>>>

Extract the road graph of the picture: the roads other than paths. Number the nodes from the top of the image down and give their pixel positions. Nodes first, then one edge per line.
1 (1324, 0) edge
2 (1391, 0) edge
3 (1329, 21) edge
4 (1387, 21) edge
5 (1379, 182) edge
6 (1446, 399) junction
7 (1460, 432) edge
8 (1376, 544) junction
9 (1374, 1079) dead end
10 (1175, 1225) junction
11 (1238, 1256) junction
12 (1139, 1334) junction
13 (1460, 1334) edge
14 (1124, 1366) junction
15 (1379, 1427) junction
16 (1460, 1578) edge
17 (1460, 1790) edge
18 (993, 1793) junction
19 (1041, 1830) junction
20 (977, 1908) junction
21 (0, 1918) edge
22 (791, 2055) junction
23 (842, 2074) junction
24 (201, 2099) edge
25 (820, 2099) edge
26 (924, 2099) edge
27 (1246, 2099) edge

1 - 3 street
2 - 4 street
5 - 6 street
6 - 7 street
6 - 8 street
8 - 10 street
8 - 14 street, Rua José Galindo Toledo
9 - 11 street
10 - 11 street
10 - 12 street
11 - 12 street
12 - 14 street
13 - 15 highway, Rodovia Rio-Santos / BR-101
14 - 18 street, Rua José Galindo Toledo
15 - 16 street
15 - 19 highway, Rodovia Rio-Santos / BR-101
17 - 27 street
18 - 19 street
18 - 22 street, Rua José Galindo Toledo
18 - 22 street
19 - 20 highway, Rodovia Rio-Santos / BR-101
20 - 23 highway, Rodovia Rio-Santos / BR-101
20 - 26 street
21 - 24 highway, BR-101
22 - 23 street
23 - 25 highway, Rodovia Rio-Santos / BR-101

<<<

Required work → Every entry above should be retyped exactly as it appears.

Finished task →
Extract the road graph of the picture: the roads other than paths. Number the nodes from the top of the image down and give their pixel positions. Nodes first, then one edge per line.
1 (1324, 0) edge
2 (1391, 0) edge
3 (1329, 21) edge
4 (1387, 21) edge
5 (1379, 182) edge
6 (1446, 399) junction
7 (1460, 432) edge
8 (1376, 544) junction
9 (1374, 1079) dead end
10 (1175, 1225) junction
11 (1238, 1256) junction
12 (1139, 1334) junction
13 (1460, 1334) edge
14 (1124, 1366) junction
15 (1379, 1427) junction
16 (1460, 1578) edge
17 (1460, 1790) edge
18 (993, 1793) junction
19 (1041, 1830) junction
20 (977, 1908) junction
21 (0, 1918) edge
22 (791, 2055) junction
23 (842, 2074) junction
24 (201, 2099) edge
25 (820, 2099) edge
26 (924, 2099) edge
27 (1246, 2099) edge

1 - 3 street
2 - 4 street
5 - 6 street
6 - 7 street
6 - 8 street
8 - 10 street
8 - 14 street, Rua José Galindo Toledo
9 - 11 street
10 - 11 street
10 - 12 street
11 - 12 street
12 - 14 street
13 - 15 highway, Rodovia Rio-Santos / BR-101
14 - 18 street, Rua José Galindo Toledo
15 - 16 street
15 - 19 highway, Rodovia Rio-Santos / BR-101
17 - 27 street
18 - 19 street
18 - 22 street, Rua José Galindo Toledo
18 - 22 street
19 - 20 highway, Rodovia Rio-Santos / BR-101
20 - 23 highway, Rodovia Rio-Santos / BR-101
20 - 26 street
21 - 24 highway, BR-101
22 - 23 street
23 - 25 highway, Rodovia Rio-Santos / BR-101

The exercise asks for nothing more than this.